"Há um problema no Douro que é a criação de valor”: a crise do vinho em Santa Marta de Penaguião

Esta quinta-feira, a emissão da Estrada Nacional 2 chegou a Santa Marta de Penaguião. Em direto do coração do Douro, o setor vitivinícola esteve em debate.
Hugo Santos Gonçalves
Hugo Santos Gonçalves Jornalista
23 abr. 2026, 16:15

No terceiro dia de emissão da Estrada Nacional 2, o Conta Lá faz paragem em Santa Marta de Penaguião. No coração do Douro, onde estão localizadas as célebres Caves Santa Marta, o concelho é conhecido pela produção de vinho. A crise que o setor atravessa foi tema de debate na emissão desta quinta-feira.

Foi a vinha que sustentou muitas das famílias de Santa Marta de Penaguião, afirmou a presidente da autarquia, Sílvia Silva. “Há uma década que o turismo teve um impulso enorme, mas, o nosso grande setor, e que durante anos sustentou as famílias penaguienses, foi a vinha.”

A autarca diz que, no município, há um atraso “natural” do setor que se prende com a baixa capacidade económica dos pequenos e médios agricultores. “No concelho de Santa Marta, a grande maioria são pequenos e médios agricultores, por isso, no que diz respeito à requalificação, à transformação e à renovação da vinha, isso nem sempre está ao alcance da bolsa de todos os penaguienses”, explica.

“Deixou-se de canalizar a produção para um só local. A cooperativa albergava todos os nossos vitivinicultores e conseguia fornecer-lhes o que eles necessitavam para manterem as suas famílias”, refere a presidente da autarquia.

Sílvia Silva acredita que o facto de a produção ter deixado de ser direcionada para a cooperativa Caves Santa Marta fragilizou o setor. “As nossas caves estão a passar por um período menos favorável e isso reflete-se nas pessoas que lá colocam as uvas. Isso penaliza bastante”, acrescenta.

No painel moderado pelo jornalista Luís Varela de Almeida participou também Luís Machado, antigo presidente do concelho e fundador da Associação de Municípios da Rota da Estrada Nacional 2 (AMREN2), que defende que o problema do setor é a organização. 

“O problema no Douro é um problema de organização. Organização entre o comércio e a produção, que é supervisionada pelo IVDP (Instituto dos Vinhos do Douro e do Porto)”, afere Luís Machado.

O fundador da AMREN2 defende uma mudança no modelo de organização dos vinhos do Douro. “Defendo mais o modelo paritário entre a produção e o comércio, no sentido de perceberem qual é o caminho que tem de se fazer.”

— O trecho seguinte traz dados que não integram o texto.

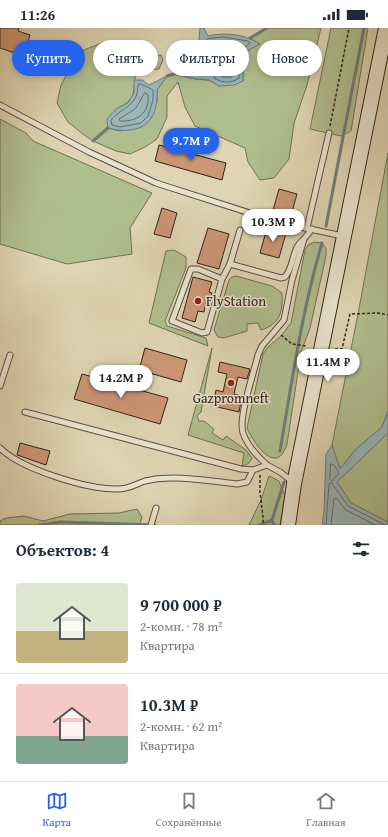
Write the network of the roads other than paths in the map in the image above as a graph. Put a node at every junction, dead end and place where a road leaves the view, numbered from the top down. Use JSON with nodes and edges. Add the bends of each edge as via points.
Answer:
{"nodes":[{"id":1,"x":386,"y":28,"type":"edge"},
{"id":2,"x":0,"y":105,"type":"edge"},
{"id":3,"x":329,"y":133,"type":"road end"},
{"id":4,"x":309,"y":228,"type":"junction"},
{"id":5,"x":240,"y":230,"type":"dead end"},
{"id":6,"x":344,"y":236,"type":"junction"},
{"id":7,"x":304,"y":239,"type":"junction"},
{"id":8,"x":230,"y":264,"type":"junction"},
{"id":9,"x":281,"y":278,"type":"junction"},
{"id":10,"x":222,"y":279,"type":"junction"},
{"id":11,"x":292,"y":280,"type":"junction"},
{"id":12,"x":10,"y":355,"type":"dead end"},
{"id":13,"x":0,"y":386,"type":"edge"},
{"id":14,"x":25,"y":412,"type":"dead end"},
{"id":15,"x":0,"y":448,"type":"edge"},
{"id":16,"x":267,"y":465,"type":"junction"},
{"id":17,"x":253,"y":470,"type":"junction"},
{"id":18,"x":294,"y":484,"type":"junction"},
{"id":19,"x":156,"y":508,"type":"dead end"},
{"id":20,"x":151,"y":525,"type":"edge"},
{"id":21,"x":288,"y":525,"type":"edge"}],
"edges":[{"from":1,"to":6,"type":"main road"},
{"from":2,"to":4,"type":"lane","via":[[89,152],[156,183],[281,223]]},
{"from":3,"to":4,"type":"lane"},
{"from":4,"to":6,"type":"lane"},
{"from":4,"to":7,"type":"lane"},
{"from":5,"to":8,"type":"lane"},
{"from":6,"to":18,"type":"main road"},
{"from":7,"to":9,"type":"lane","via":[[295,252],[287,274]]},
{"from":7,"to":11,"type":"lane"},
{"from":8,"to":9,"type":"lane"},
{"from":8,"to":10,"type":"lane"},
{"from":9,"to":11,"type":"lane"},
{"from":10,"to":10,"type":"lane","via":[[207,332],[202,333],[172,321],[191,269],[198,269]]},
{"from":11,"to":16,"type":"lane","via":[[286,316],[258,355],[241,423],[244,437]]},
{"from":12,"to":13,"type":"lane"},
{"from":14,"to":17,"type":"lane"},
{"from":15,"to":17,"type":"lane","via":[[6,454],[36,469],[73,482],[117,490],[146,480],[171,478],[237,484],[247,482]]},
{"from":16,"to":17,"type":"lane"},
{"from":16,"to":18,"type":"lane"},
{"from":18,"to":21,"type":"main road"},
{"from":19,"to":20,"type":"lane"}]}
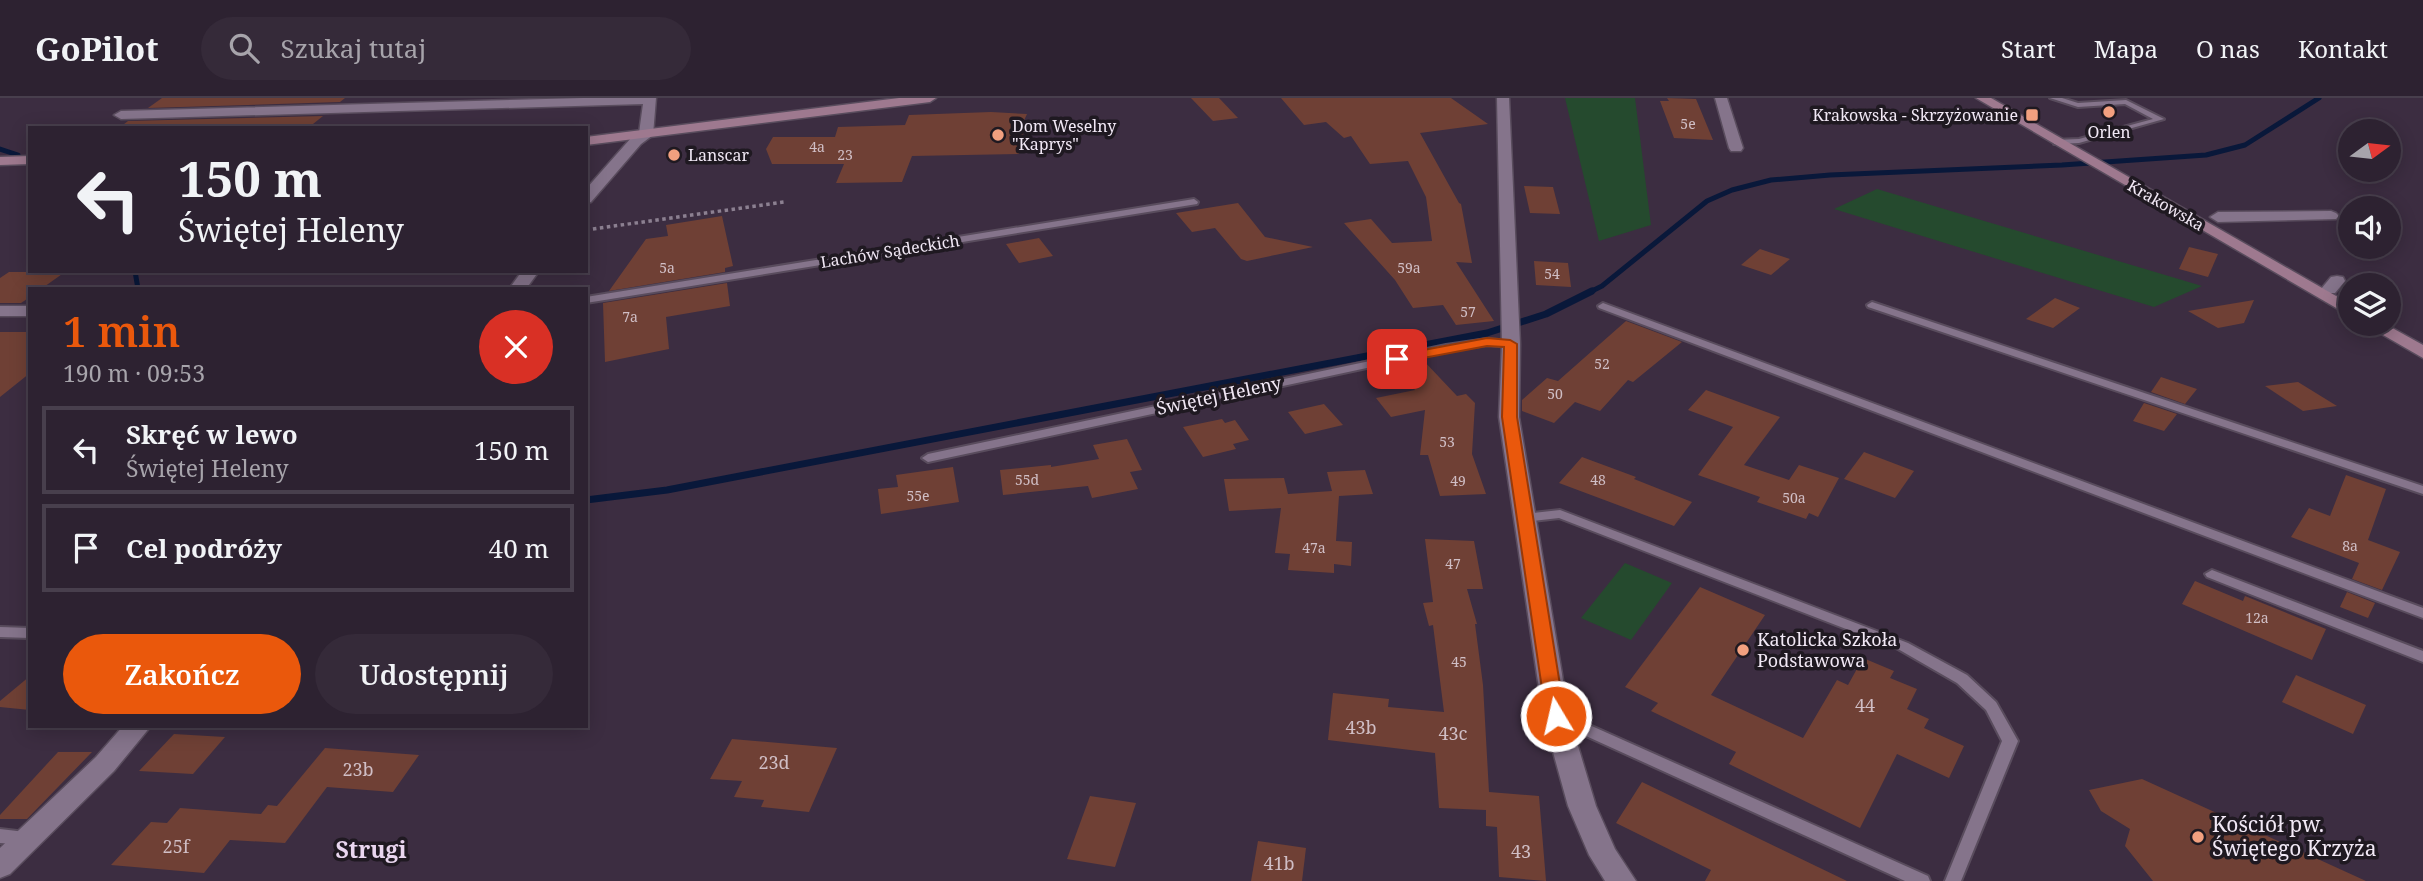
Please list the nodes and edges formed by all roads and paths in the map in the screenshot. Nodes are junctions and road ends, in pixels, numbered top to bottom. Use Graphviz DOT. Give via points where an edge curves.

O problema, para o antigo presidente de Santa Marta de Penaguião é a falta de criação de valor. “Não se consegue perceber como nós, tendo o vinho do Porto e tendo os DOC (vinhos de Denominação de Origem Controlada) mais famosos do país, internacionalmente premiados, não os conseguimos valorizar. Há um problema no Douro que é a criação de valor”, garante. Luís Machado defende também que “para se criar valor no produto, a quantidade tem de baixar”.

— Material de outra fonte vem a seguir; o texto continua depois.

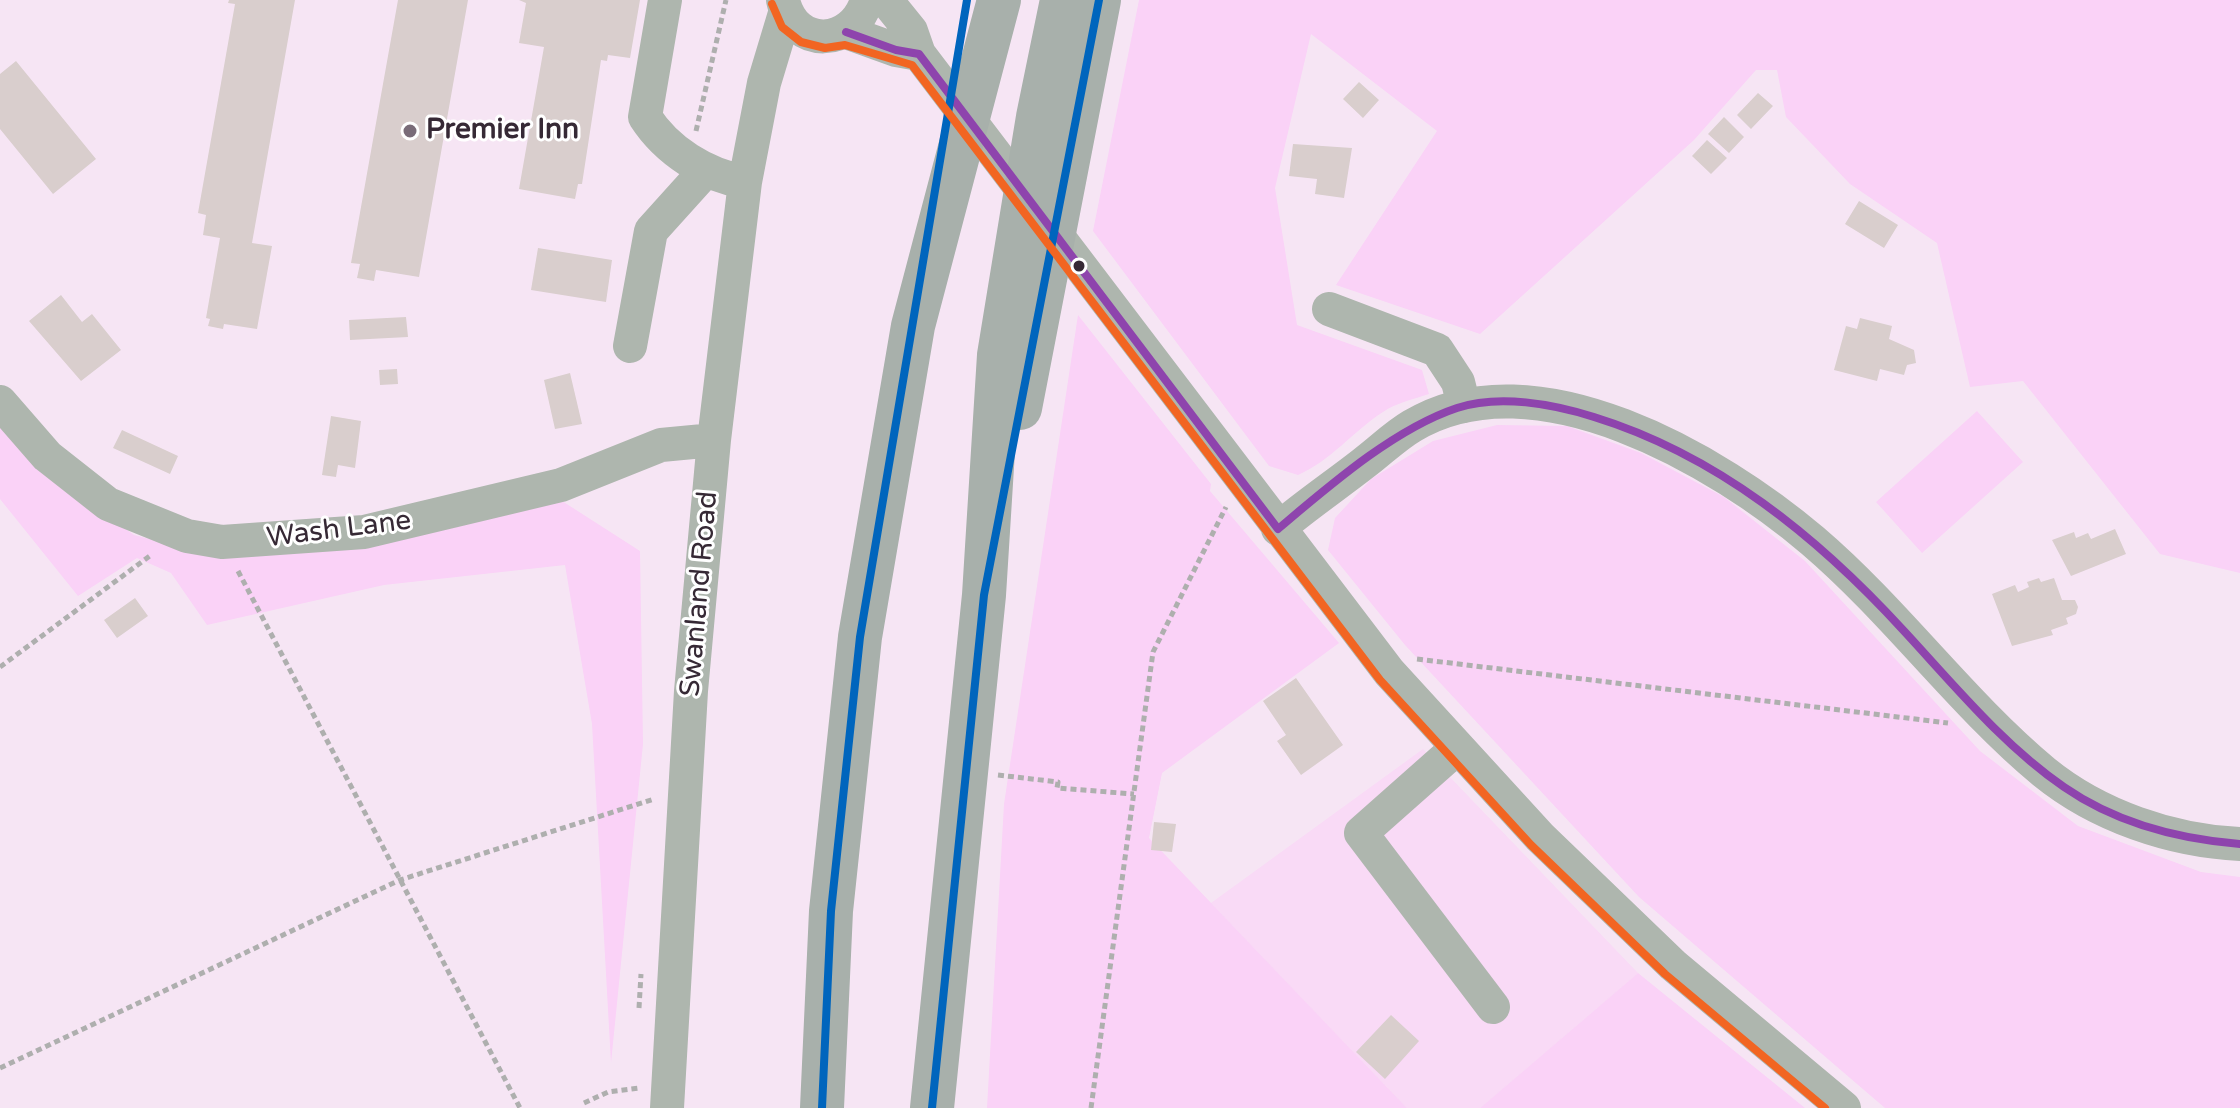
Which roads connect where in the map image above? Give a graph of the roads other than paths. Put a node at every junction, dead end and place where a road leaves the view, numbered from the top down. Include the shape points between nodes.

O ex-autarca liga a crise nas cooperativas e no vinho do Porto com os negócios das grandes superfícies comerciais. “Quando apareceram as grandes superfícies, os negócios tornaram-se fáceis e a produção tinha a possibilidade de vender muita quantidade e transformar isso em dinheiro. Esta forma de escoamento retirou a proximidade, retirou a procura de novos nichos de mercado”.

A solução para a crise do setor pode passar pela internacionalização e pela entrada noutros mercados mundiais. "O Douro tem de saber ir ao mundo”, aponta Luís Machado, “temos de procurar novos mundos e por isso é que o Douro vai estar uma semana no Japão, ainda este ano”.

“O excesso de produção é evidente”, afirma Artur Vaz, historiador e produtor de vinho, também presente neste painel. “Nos últimos 10 anos a região produziu, em média, perto de 250 mil pipas de vinho e cerca de 100 mil pipas não se venderam ou venderam-se muito mal”, esclarece.

Para além de escoar a produção, o historiador defende mais divulgação dos vinhos do Douro. “Não é só decretar que só se vai utilizar o excesso de vinho do Douro para produzir água ardente vínica, mas, simultaneamente, fazer muito mais divulgação, quer do vinho do Porto, quer dos DOC”.